نماز جمعه

Hüccetül  İslam  Dr. Muhammed Hadi Mufettih

 

HAZRETİ MUSA’NIN  HAYATI 6

Hamd Alemlerin Yüce Rabbi olan Allah’a olsun. Bizi doğru yola hidayet eden odur. Eğer O’nun hidayeti olmasaydı doğru yola gelmiyecektik. Ona iman ediyoruz. Ona güveniyoruz, Ona tevekkül ediyoruz. Ona ibadet ediyor ve Ondan yardım ve medet talebinde bulunuyoruz. Salat ve selam ise kalblerimizin mahbubu,nefislerimizin munisi günahlarımızın şefaatçısı ve hastalıklarımızın tabibi sevgili Peygamberimiz Hatemul Enbiya, Rahmetenlilalemin Hz.Muhammed Mustafa ile risaletinin ve ilminin varisi ve sünnetinin muhafızı olan mutahhar Ehl-i Beyti ile   mucadele ve dava arakadaşlarından seçkin Ashabının üzerine olsun. Allah’ın rahmeti ve bereketi ise tüm müslümanların ve bilhassa burada hazır bulunan muhterem bacılar ve değerli kardeşlerin üzerine olsun.

 

 

MUSA  (A.S ) VE  TARAFTARLARININ FIRAVUNİLERE KARŞI  DİRENİŞİ

Hazreti  Musa   sihirbazlara  galebe  çaldıktan  sonra, İsrailoğullarından ve  diğerleinden  bir çok  insan  Musa’nın  davetine  icabet  edip, imana  geldiler. Her geçen  gün  Musanın  taraftarları  çoğalıyor. Musa’nın  taraftarlarıyla  Firavunun  taraftarları  arasında  çatışmalar ve   sürtüşmeler her  geçen  gün  dahada  artıyordu.

Kur’anın  beyanına  göre Firavun  ile  Musa’nın  taraftarları arasında  catışmalar  artıp  şiddetlenirken. Kıptilerin  illeri  gelenleri,  Firavunu Musa ve  taraftarlarına  karşı  sert  önlem ve  tedbirler  almadığından  dolayı eleştirmeye  başladılar.

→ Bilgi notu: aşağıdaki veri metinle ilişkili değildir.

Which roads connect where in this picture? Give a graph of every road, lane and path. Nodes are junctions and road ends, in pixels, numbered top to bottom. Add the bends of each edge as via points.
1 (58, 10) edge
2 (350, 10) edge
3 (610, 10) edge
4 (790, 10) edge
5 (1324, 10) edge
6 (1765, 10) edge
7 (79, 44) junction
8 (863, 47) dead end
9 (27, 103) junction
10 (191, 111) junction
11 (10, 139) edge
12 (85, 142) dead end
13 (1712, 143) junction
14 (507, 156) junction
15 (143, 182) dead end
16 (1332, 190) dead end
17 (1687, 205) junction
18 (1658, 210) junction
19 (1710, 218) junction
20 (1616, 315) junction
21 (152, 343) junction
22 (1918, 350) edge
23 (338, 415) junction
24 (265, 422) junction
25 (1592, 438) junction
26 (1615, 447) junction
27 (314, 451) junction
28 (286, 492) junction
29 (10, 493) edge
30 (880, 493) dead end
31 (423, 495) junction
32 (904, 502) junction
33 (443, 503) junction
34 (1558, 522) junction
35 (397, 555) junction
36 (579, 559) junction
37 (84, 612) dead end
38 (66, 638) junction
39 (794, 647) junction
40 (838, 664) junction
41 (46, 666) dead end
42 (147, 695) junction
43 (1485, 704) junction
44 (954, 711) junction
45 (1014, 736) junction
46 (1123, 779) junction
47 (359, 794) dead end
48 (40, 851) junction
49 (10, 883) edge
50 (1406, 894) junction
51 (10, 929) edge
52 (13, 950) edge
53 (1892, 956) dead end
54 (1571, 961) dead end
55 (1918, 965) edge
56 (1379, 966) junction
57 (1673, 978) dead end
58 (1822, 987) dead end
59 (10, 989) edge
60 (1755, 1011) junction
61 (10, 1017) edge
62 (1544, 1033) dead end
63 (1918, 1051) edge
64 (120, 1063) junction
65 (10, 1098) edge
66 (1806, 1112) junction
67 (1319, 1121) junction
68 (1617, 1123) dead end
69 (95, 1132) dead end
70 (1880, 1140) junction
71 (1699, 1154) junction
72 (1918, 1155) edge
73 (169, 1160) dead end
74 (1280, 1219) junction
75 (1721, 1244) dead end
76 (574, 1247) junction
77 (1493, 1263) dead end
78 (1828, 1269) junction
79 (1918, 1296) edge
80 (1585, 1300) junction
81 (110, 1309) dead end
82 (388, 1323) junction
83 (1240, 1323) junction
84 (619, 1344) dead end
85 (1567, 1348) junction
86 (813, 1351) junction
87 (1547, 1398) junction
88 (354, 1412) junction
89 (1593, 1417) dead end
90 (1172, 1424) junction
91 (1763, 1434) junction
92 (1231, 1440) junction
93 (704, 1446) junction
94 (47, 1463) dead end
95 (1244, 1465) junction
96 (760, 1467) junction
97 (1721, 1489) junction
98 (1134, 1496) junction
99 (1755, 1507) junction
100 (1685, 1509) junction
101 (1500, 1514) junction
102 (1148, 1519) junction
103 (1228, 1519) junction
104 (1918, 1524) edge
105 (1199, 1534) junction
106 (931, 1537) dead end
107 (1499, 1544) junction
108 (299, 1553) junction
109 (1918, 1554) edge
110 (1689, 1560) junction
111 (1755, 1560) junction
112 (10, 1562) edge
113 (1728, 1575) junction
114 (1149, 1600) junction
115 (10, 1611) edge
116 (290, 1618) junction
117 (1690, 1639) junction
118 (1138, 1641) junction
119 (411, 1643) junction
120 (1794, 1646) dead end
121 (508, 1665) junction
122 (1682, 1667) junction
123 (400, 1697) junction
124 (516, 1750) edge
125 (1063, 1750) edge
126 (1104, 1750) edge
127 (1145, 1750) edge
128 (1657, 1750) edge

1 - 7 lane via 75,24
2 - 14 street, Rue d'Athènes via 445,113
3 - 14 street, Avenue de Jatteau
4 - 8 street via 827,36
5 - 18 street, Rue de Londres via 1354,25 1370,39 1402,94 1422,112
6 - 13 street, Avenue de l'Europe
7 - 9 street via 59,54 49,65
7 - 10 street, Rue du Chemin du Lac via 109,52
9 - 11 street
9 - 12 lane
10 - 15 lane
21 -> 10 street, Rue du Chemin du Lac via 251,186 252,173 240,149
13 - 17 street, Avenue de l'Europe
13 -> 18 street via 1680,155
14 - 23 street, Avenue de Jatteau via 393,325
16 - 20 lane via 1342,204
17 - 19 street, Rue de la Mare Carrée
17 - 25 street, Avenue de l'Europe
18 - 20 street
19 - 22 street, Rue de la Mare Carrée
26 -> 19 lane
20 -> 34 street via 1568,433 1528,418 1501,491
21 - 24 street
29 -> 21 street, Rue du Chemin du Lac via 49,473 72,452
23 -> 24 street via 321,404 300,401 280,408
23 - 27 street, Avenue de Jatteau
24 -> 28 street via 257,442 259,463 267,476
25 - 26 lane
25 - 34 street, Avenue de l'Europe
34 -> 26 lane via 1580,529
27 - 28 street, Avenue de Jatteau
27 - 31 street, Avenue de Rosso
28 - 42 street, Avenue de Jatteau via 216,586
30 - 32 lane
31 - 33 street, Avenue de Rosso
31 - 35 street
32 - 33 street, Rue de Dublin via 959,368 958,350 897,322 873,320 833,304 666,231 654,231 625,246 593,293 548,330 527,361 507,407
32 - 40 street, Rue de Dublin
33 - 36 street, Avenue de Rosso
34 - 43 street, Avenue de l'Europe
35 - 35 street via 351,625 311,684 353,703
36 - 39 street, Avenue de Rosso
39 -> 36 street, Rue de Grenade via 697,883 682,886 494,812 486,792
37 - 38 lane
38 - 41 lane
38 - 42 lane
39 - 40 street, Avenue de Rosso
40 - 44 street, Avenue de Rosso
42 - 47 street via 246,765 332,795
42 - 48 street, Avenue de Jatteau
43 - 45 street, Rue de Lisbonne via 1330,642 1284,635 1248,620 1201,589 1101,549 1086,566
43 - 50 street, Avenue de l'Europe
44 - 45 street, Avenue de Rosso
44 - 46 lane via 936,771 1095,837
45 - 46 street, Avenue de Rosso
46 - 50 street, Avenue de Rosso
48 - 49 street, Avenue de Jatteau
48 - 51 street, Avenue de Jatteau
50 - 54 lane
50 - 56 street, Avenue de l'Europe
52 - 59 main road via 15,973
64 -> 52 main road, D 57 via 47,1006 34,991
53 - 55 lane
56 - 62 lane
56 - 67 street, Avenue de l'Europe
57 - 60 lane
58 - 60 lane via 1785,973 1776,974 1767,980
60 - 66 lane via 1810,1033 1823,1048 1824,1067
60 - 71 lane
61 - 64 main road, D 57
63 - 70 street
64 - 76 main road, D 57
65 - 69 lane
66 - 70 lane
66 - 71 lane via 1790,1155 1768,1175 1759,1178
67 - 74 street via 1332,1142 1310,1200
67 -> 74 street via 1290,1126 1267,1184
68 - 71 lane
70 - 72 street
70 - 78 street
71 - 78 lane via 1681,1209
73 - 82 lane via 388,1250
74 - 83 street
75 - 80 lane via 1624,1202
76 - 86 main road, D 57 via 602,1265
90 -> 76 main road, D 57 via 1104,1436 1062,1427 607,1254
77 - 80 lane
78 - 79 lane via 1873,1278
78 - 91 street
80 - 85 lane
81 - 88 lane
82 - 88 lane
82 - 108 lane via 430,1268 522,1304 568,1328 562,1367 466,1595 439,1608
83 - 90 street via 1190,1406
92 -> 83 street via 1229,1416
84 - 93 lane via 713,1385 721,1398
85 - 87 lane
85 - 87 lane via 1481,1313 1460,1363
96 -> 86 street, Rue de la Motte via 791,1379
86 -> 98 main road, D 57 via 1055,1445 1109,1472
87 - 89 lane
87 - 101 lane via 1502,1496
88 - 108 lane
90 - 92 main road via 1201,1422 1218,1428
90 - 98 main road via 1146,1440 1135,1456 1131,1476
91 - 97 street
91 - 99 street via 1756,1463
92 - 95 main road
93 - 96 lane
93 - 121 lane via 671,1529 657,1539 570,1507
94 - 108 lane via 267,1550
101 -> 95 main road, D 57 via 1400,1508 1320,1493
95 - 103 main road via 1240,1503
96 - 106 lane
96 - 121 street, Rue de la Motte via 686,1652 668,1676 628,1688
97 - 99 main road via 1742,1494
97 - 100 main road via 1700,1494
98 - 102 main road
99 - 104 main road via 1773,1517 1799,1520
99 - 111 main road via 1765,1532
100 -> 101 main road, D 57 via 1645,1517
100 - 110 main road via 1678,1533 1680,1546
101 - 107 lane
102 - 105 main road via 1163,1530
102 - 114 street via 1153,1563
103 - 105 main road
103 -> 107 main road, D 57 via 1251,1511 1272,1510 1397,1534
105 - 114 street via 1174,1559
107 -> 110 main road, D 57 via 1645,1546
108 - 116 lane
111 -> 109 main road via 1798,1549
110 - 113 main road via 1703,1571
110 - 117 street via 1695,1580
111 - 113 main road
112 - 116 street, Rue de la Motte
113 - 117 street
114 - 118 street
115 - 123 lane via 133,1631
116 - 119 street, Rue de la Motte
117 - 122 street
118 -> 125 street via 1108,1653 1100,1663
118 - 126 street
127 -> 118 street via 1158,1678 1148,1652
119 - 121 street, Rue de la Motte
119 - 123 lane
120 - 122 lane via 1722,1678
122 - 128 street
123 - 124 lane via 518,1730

Firavun  onların  tahrik ve  kışkırtmalarından  dolayı Israiloğullarına  karşı  soy  kırımı  kararı  aldı.

  • وَقَالَ الْمَلَأُ مِنْ قَوْمِ فِرْعَوْنَ اَتَذَرُ مُوسٰى وَقَوْمَهُ لِيُفْسِدُوا فِي الْاَرْضِ وَيَذَرَكَ وَاٰلِهَتَكَؕ قَالَ سَنُقَتِّلُ اَبْنَٓاءَهُمْ وَنَسْتَحْـيٖ نِسَٓاءَهُمْۚ وَاِنَّا فَوْقَهُمْ قَاهِرُونَ

“Firavun’un kavminden ileri gelenler dediler ki: “Seni ve tanrılarını bırakıp yeryüzünde bozgunculuk çıkarsınlar diye mi Mûsâ’yı ve kavmini serbest bırakacaksın?” Firavun, “Biz onların oğullarını sürekli öldürüp kızlarını sağ bırakacağız. Elbette biz onları ezecek üstünlükteyiz” dedi.”

 

Kızlar” diye çevirdiğimiz kelime âyet metninde nisâ (kadınlar) şeklinde geçmekle birlikte bundan kız çocukların kastedildiği açıktır. Erkek çocuklar öldürüldüğü ve dolayısıyla yetişmiş adam olma imkânını kaybettikleri için onlar ebnâ (oğullar) kelimesiyle anılırken kız çocukları sağ bırakılmaları sayesinde yetişip kadın olabildikleri için olacakları duruma itibar edilerek onlar da “nisâ” kelimesiyle anılmıştır.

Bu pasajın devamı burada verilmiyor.